Task item:
Look through the listing below for the word "graph" and copy every line where it occurs.

Stored data:
= = = =

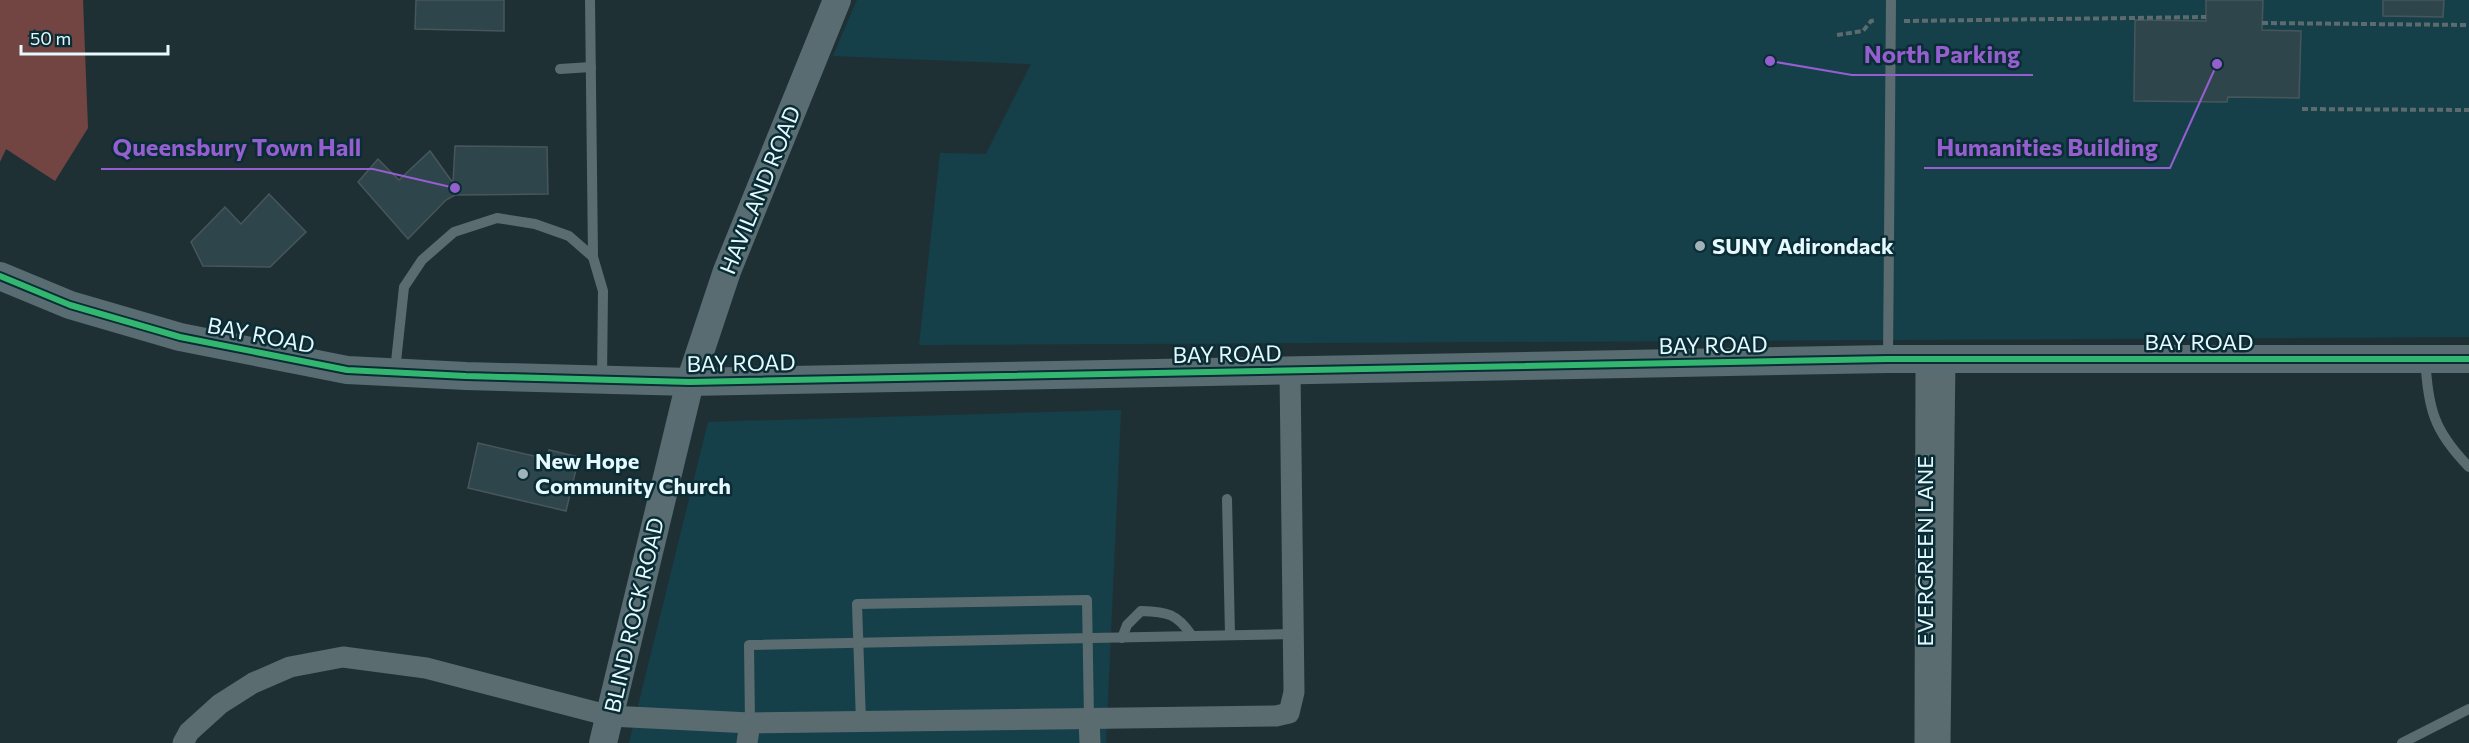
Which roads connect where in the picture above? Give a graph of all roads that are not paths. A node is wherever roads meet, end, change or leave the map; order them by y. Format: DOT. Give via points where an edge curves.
graph roads {
  1 [pos="590,0"];
  2 [pos="837,0"];
  3 [pos="1891,0"];
  4 [pos="591,67"];
  5 [pos="560,69"];
  6 [pos="594,257"];
  7 [pos="0,276"];
  8 [pos="1888,359"];
  9 [pos="2425,359"];
  10 [pos="2469,359"];
  11 [pos="1935,360"];
  12 [pos="1290,370"];
  13 [pos="395,372"];
  14 [pos="602,380"];
  15 [pos="690,382"];
  16 [pos="2469,467"];
  17 [pos="1227,499"];
  18 [pos="1293,634"];
  19 [pos="1230,635"];
  20 [pos="1192,636"];
  21 [pos="1122,638"];
  22 [pos="1088,639"];
  23 [pos="857,644"];
  24 [pos="2469,709"];
  25 [pos="1089,719"];
  26 [pos="861,722"];
  27 [pos="606,729"];
  28 [pos="748,733"];
  29 [pos="183,743"];
  30 [pos="1090,743"];
  31 [pos="1925,743"];
  32 [pos="1940,743"];
  33 [pos="2402,743"];
  1 -- 4 [label="lane"];
  2 -- 15 [label="street, HAVILAND ROAD" via="727,271"];
  3 -- 8 [label="lane"];
  4 -- 5 [label="lane"];
  4 -- 6 [label="lane"];
  6 -- 13 [label="lane" via="569,236 535,224 497,218 454,232 422,260 404,287"];
  6 -- 14 [label="lane" via="603,291"];
  7 -- 13 [label="street, BAY ROAD" via="70,305 180,337 347,370"];
  8 -- 11 [label="street, BAY ROAD"];
  8 -- 12 [label="street, BAY ROAD"];
  9 -- 10 [label="street, BAY ROAD"];
  9 -- 11 [label="street, BAY ROAD"];
  9 -- 16 [label="lane" via="2434,421 2450,447"];
  11 -- 31 [label="street, EVERGREEN LANE"];
  11 -- 32 [label="street, EVERGREEN LANE"];
  12 -- 15 [label="street, BAY ROAD"];
  12 -- 18 [label="street"];
  13 -- 14 [label="street, BAY ROAD"];
  14 -- 15 [label="street, BAY ROAD"];
  15 -- 27 [label="street, BLIND ROCK ROAD"];
  17 -- 19 [label="lane"];
  18 -- 19 [label="lane"];
  18 -- 25 [label="street" via="1294,692 1289,713"];
  19 -- 20 [label="lane"];
  20 -- 21 [label="lane"];
  20 -- 21 [label="lane" via="1174,616 1141,611 1126,625"];
  21 -- 22 [label="lane"];
  22 -- 23 [label="lane"];
  22 -- 23 [label="lane" via="1087,600 857,604"];
  22 -- 25 [label="lane"];
  23 -- 26 [label="lane"];
  23 -- 28 [label="lane" via="749,645"];
  24 -- 33 [label="lane"];
  25 -- 26 [label="street"];
  25 -- 30 [label="street"];
  26 -- 28 [label="street"];
  27 -- 28 [label="street"];
  27 -- 29 [label="street" via="426,668 343,657 290,667 253,683 220,704 189,732"];
}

= = = =

Expected answer:
Which roads connect where in the picture above? Give a graph of all roads that are not paths. A node is wherever roads meet, end, change or leave the map; order them by y. Format: DOT. Give via points where an edge curves.
graph roads {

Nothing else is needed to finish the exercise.